Brief:
Set down the entries that follow exactly as written, leaving out any images.

Stored entries:
+-------+
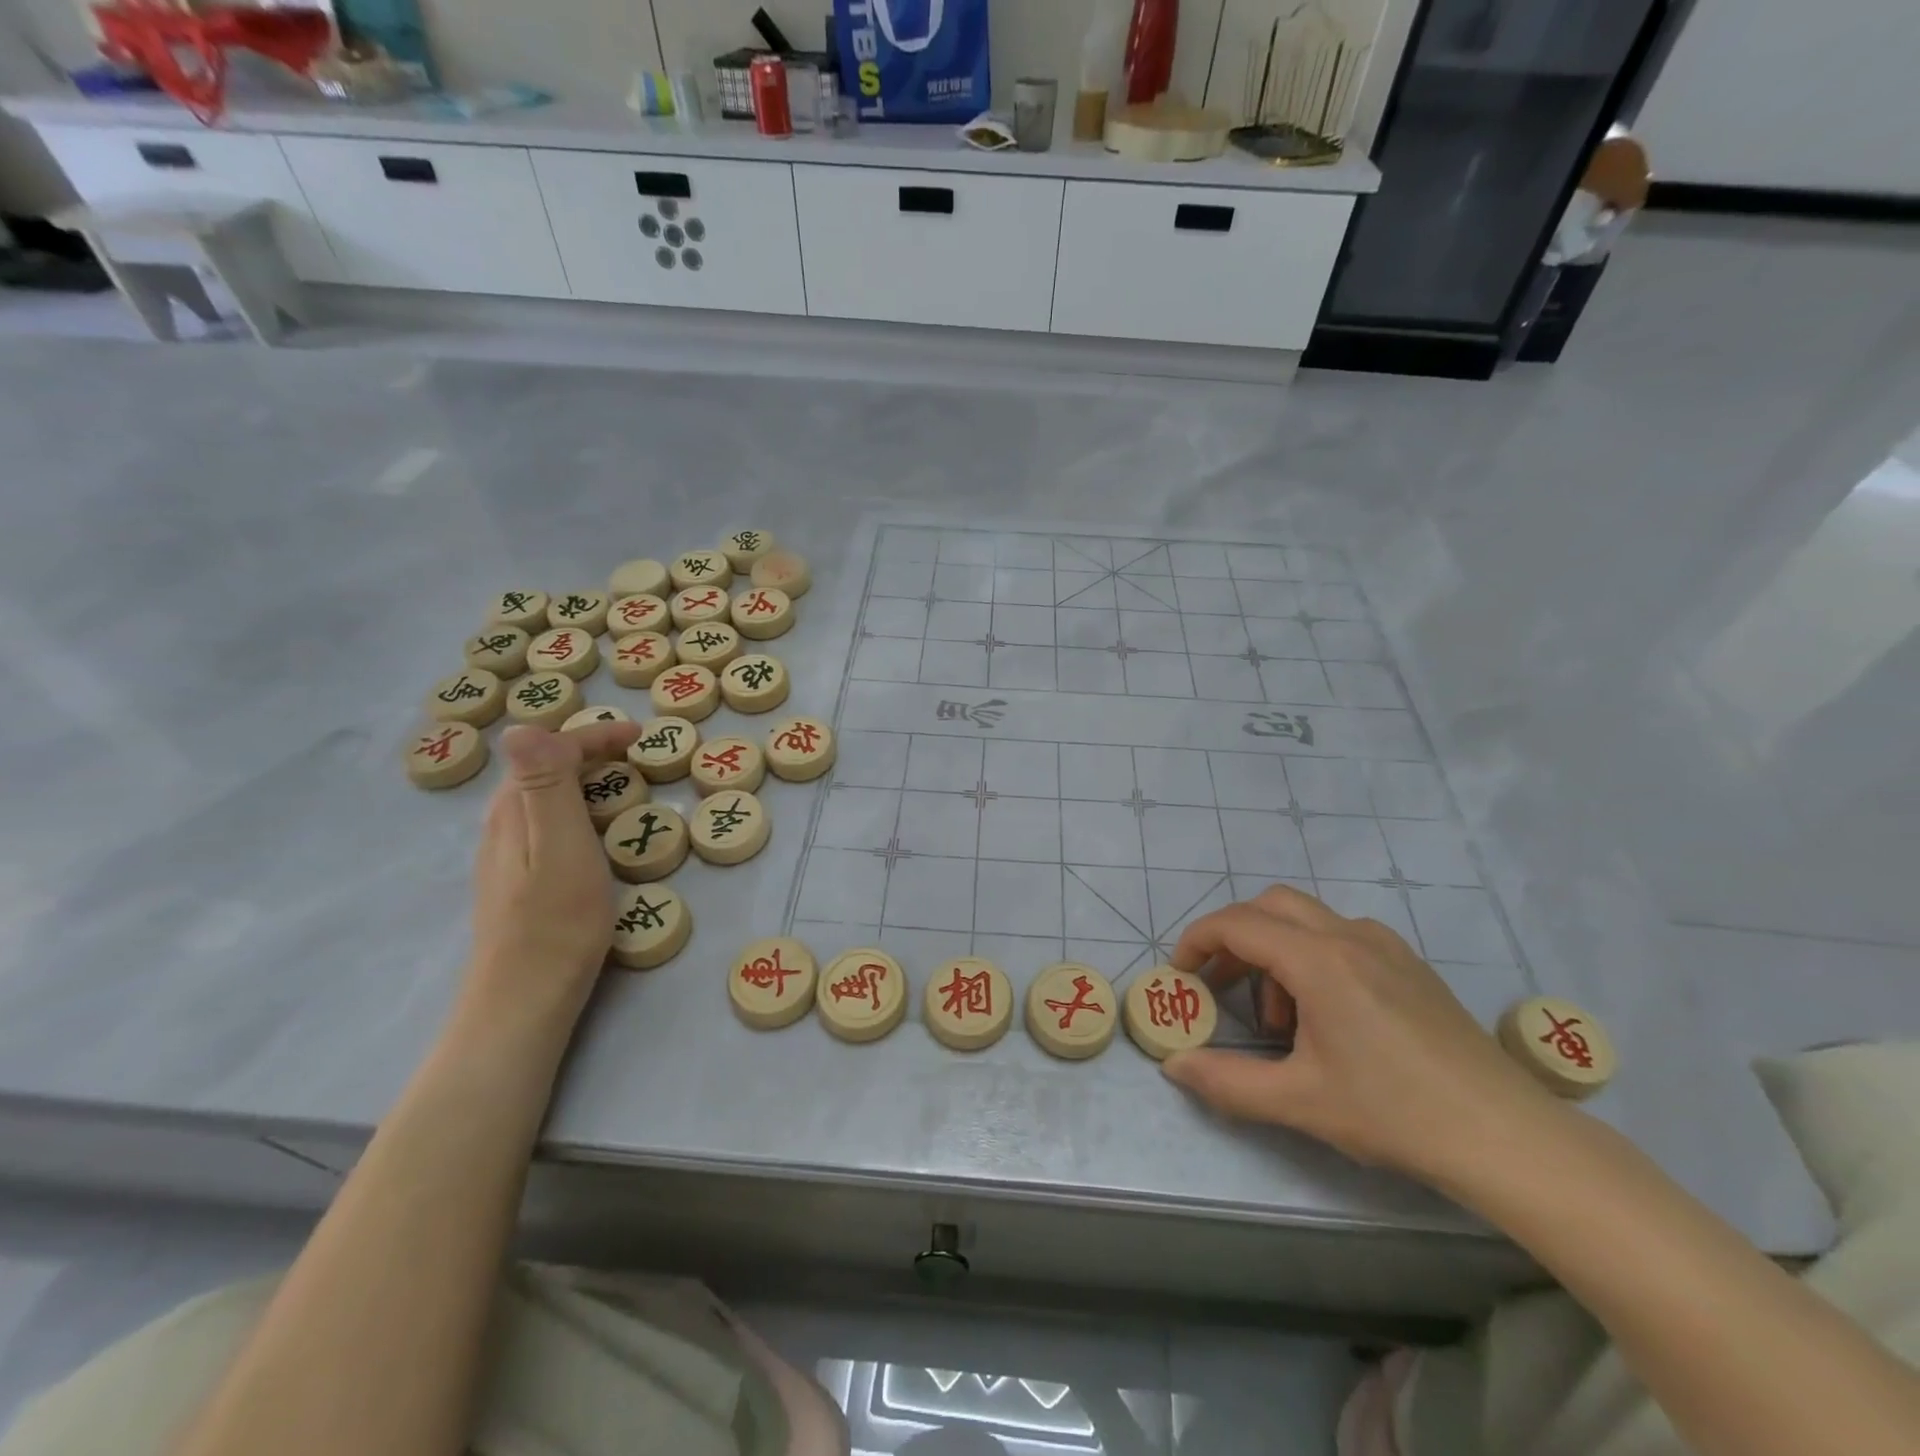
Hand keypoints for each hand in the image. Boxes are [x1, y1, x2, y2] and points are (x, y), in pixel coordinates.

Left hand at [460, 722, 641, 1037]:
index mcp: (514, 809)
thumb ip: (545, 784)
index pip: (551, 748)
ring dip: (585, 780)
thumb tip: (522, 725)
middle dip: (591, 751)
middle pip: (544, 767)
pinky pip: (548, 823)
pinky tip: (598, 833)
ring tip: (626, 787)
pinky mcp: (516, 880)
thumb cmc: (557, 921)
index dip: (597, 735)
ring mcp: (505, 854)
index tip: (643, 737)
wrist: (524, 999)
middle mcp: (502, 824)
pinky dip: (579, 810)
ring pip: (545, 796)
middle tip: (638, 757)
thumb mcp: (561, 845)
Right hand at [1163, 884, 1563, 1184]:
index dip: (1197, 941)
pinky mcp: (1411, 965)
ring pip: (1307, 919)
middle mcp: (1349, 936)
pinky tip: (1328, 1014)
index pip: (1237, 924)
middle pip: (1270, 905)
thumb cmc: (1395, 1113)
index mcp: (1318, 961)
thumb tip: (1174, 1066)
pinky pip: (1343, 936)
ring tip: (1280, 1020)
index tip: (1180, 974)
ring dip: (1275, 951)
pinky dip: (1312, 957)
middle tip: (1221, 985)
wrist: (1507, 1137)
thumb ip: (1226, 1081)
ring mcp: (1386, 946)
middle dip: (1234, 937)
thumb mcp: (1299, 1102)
+-------+
Output for this exercise:
Hand keypoints for each hand in the image. Boxes are [x1, y1, x2, y2] and points are (x, y), in pixel coordinates.

Left hand at [460, 722, 641, 1037]:
index mcp: (514, 809)
thumb ip: (545, 784)
index pip: (551, 748)
ring dip: (585, 780)
thumb tip: (522, 725)
middle dip: (591, 751)
middle pip: (544, 767)
pinky pip: (548, 823)
pinky tip: (598, 833)
ring tip: (626, 787)
pinky mcp: (516, 880)
thumb cmc: (557, 921)
index dip: (597, 735)
ring mcp: (505, 854)
index tip: (643, 737)
wrist: (524, 999)
middle mcp: (502, 824)
pinky dip: (579, 810)
ring pip: (545, 796)
middle tip: (638, 757)
thumb mcp: (561, 845)
Right hand at [1163, 884, 1563, 1184]:
index dip: (1197, 941)
pinky mcp: (1411, 965)
ring pip: (1307, 919)
middle mcp: (1349, 936)
pinky tip: (1328, 1014)
index pip: (1237, 924)
middle pip: (1270, 905)
thumb cmc: (1395, 1113)
index mcp: (1318, 961)
thumb tip: (1174, 1066)
pinky pip: (1343, 936)
ring tip: (1280, 1020)
index tip: (1180, 974)
ring dip: (1275, 951)
pinky dip: (1312, 957)
middle tip: (1221, 985)
wrist: (1507, 1137)
thumb ip: (1226, 1081)
ring mcp: (1386, 946)
middle dip: (1234, 937)
thumb mcp: (1299, 1102)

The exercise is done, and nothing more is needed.